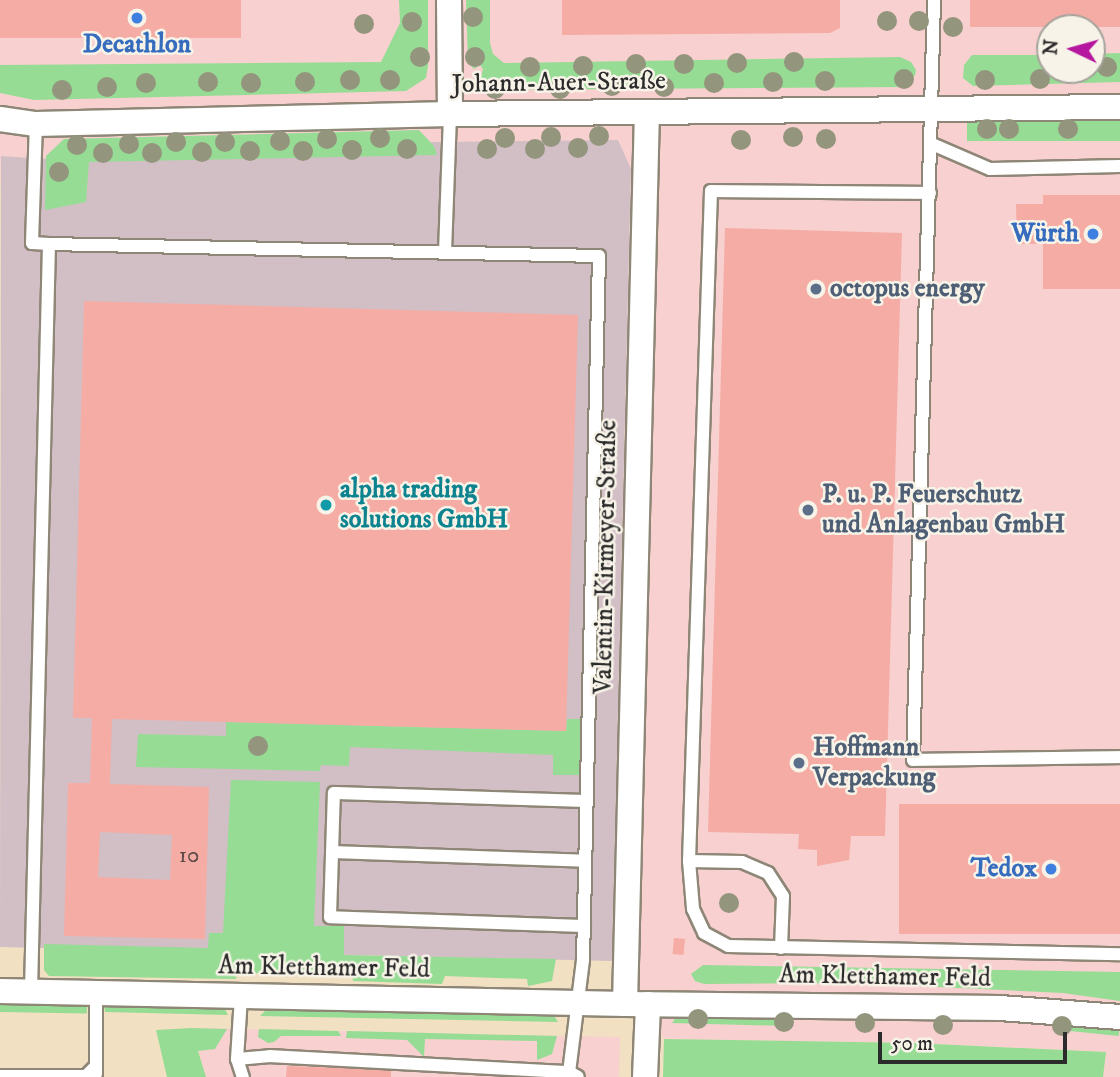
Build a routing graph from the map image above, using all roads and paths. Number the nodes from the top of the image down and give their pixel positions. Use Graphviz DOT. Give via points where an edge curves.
graph roads {
  1 [pos="449,0"];
  2 [pos="934,0"];
  3 [pos="1120,107"];
  4 [pos="933,109"];
  5 [pos="647,112"];
  6 [pos="450,114"];
  7 [pos="0,119"];
  8 [pos="36,124"];
  9 [pos="932,144"];
  10 [pos="1120,166"];
  11 [pos="930,193"];
  12 [pos="49,244"];
  13 [pos="445,252"];
  14 [pos="1120,757"];
  15 [pos="587,801"];
  16 [pos="332,852"];
  17 [pos="585,861"];
  18 [pos="690,861"];
  19 [pos="584,926"];
  20 [pos="780,948"];
  21 [pos="1120,954"];
  22 [pos="0,991"];
  23 [pos="31,991"];
  24 [pos="96,994"];
  25 [pos="241,997"];
  26 [pos="580,1002"];
  27 [pos="636,1004"];
  28 [pos="1120,1017"];
  29 [pos="237,1059"];
  30 [pos="96,1071"];
  31 [pos="574,1074"];
  32 [pos="0,1076"];
  33 [pos="243,1077"];
  34 [pos="645,1077"];
  1 -- 6 [label="street"];
  2 -- 4 [label="lane"];
  3 -- 4 [label="street, Johann-Auer-Straße"];
  4 -- 5 [label="street, Johann-Auer-Straße"];
  4 -- 9 [label="lane"];
  5 -- 6 [label="street, Johann-Auer-Straße"];
  5 -- 27 [label="street, Valentin-Kirmeyer-Straße"];
  6 -- 8 [label="street, Johann-Auer-Straße"];
  6 -- 13 [label="lane"];
  7 -- 8 [label="street, Johann-Auer-Straße"];
  8 -- 12 [label="lane" via="32,243"];
  9 -- 10 [label="lane" via="990,169"];
  9 -- 11 [label="lane"];
  11 -- 14 [label="lane" via="913,760"];
  11 -- 18 [label="lane" via="711,191"];
  12 -- 13 [label="lane"];
  12 -- 23 [label="lane"];
  13 -- 15 [label="lane" via="600,256"];
  15 -- 16 [label="lane" via="334,793"];
  15 -- 17 [label="lane"];
  16 -- 17 [label="lane"];
  16 -- 19 [label="lane" via="330,917"];
  17 -- 19 [label="lane"];
  18 -- 20 [label="lane" via="693,909 704,933 728,946"];
  18 -- 20 [label="lane" via="742,862 768,873 783,896"];
  19 -- 26 [label="lane"];
  20 -- 21 [label="lane"];
  22 -- 23 [label="street, Am Kletthamer Feld"];
  23 -- 24 [label="street, Am Kletthamer Feld"];
  24 -- 25 [label="street, Am Kletthamer Feld"];
  24 -- 30 [label="lane"];
  25 -- 26 [label="street, Am Kletthamer Feld"];
  25 -- 29 [label="lane"];
  26 -- 27 [label="street, Am Kletthamer Feld"];
  26 -- 31 [label="lane"];
  27 -- 28 [label="street, Am Kletthamer Feld" via="1000,1008"];
  27 -- 34 [label="street"];
  29 -- 31 [label="lane" via="270,1056"];
  29 -- 33 [label="lane"];
  30 -- 32 [label="lane" via="86,1076"];
}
◆ ◆ ◆ ◆ ◆
Whenever a line in the material contains the word "Auer", copy that line.

- _RESPONSE AREA_:
  3 -- 4 [label="street, Johann-Auer-Straße"];
  4 -- 5 [label="street, Johann-Auer-Straße"];
  5 -- 6 [label="street, Johann-Auer-Straße"];
  6 -- 8 [label="street, Johann-Auer-Straße"];
  7 -- 8 [label="street, Johann-Auer-Straße"];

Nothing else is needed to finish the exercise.